AI Imaging Pathology Foundation Model Multimodal Gene Expression Whole-Slide HKUST
PUBMED_LINK
41387679
FULL NAME
mSTAR — Multimodal Self-TAught Pretraining (WSI + Reports + Gene Expression)
DESCRIPTION
mSTAR (Multimodal Self-TAught PRetraining) is a pathology foundation model from HKUST/SJTU that integrates three modalities: pathology slides (WSIs), expert pathology reports, and gene expression (RNA-Seq) data. Curates the largest multimodal dataset of 26,169 slide-level modality pairs across 32 cancer types from 10,275 TCGA patients (>116M patch images). Uses a two-stage paradigm: (1) slide-level contrastive learning across WSI-report-gene modalities, (2) self-taught training that propagates multimodal knowledge from slide aggregator (teacher) to patch extractor (student). Evaluated on 97 tasks across 15 application types, outperforming UNI, CONCH, CHIEF, and GigaPath. Key finding: multimodal integration yields greater improvements than simply expanding vision-only datasets (53x data efficiency vs Virchow). Published in Nat Commun, Dec 2025.
URL
https://github.com/Innse/mSTAR
TITLE
A multimodal knowledge-enhanced whole-slide pathology foundation model.
Main citation
Xu Y, Wang Y, Zhou F, Ma J, Yang S, Lin H, Wang X, Wang J, Liang L, Han A, Jin C, Cheng KT, Chen H. (2025) A multimodal knowledge-enhanced whole-slide pathology foundation model. Nature Communications, 16:11406. doi:10.1038/s41467-025-66220-x. PMID 41387679
ABSTRACT
Computational pathology has advanced through foundation models, yet faces challenges in multimodal integration and capturing whole-slide context.
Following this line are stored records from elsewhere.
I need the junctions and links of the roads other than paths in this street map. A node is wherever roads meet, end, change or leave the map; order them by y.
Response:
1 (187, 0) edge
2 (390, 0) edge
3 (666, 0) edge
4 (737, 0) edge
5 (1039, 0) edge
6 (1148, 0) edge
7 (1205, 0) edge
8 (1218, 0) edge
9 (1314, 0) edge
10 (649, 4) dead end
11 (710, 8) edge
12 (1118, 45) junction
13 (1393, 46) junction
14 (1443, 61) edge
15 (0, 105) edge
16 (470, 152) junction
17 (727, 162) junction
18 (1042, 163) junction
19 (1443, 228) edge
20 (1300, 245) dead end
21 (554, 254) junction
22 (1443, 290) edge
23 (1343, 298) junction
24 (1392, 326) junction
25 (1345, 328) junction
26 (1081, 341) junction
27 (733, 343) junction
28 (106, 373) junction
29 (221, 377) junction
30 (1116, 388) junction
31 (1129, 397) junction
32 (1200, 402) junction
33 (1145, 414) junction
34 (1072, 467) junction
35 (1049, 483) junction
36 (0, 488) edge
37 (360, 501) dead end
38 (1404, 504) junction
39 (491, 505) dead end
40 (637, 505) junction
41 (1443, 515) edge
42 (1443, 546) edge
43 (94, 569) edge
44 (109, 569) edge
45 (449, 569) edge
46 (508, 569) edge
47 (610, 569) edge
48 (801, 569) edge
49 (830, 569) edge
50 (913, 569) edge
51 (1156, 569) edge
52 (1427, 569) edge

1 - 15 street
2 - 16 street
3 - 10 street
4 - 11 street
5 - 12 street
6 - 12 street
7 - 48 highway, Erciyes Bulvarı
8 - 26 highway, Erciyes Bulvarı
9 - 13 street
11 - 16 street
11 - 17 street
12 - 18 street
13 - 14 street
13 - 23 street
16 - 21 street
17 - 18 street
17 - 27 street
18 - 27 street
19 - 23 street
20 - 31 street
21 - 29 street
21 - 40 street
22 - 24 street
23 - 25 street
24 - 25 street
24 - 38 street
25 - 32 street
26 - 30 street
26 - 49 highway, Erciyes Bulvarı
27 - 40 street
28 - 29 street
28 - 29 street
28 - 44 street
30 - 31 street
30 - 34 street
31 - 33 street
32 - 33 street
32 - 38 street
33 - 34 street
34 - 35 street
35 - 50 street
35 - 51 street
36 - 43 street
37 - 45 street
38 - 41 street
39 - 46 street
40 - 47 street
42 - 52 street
We present mSTAR, the pathology foundation model that incorporates three modalities: pathology slides, expert-created reports, and gene expression data, within a unified framework. Our dataset includes 26,169 slide-level modality pairs across 32 cancer types, comprising over 116 million patch images. This approach injects multimodal whole-slide context into patch representations, expanding modeling from single to multiple modalities and from patch-level to slide-level analysis. Across 97 tasks, mSTAR outperforms previous SOTA models, particularly in molecular prediction, revealing that multimodal integration yields greater improvements than simply expanding vision-only datasets.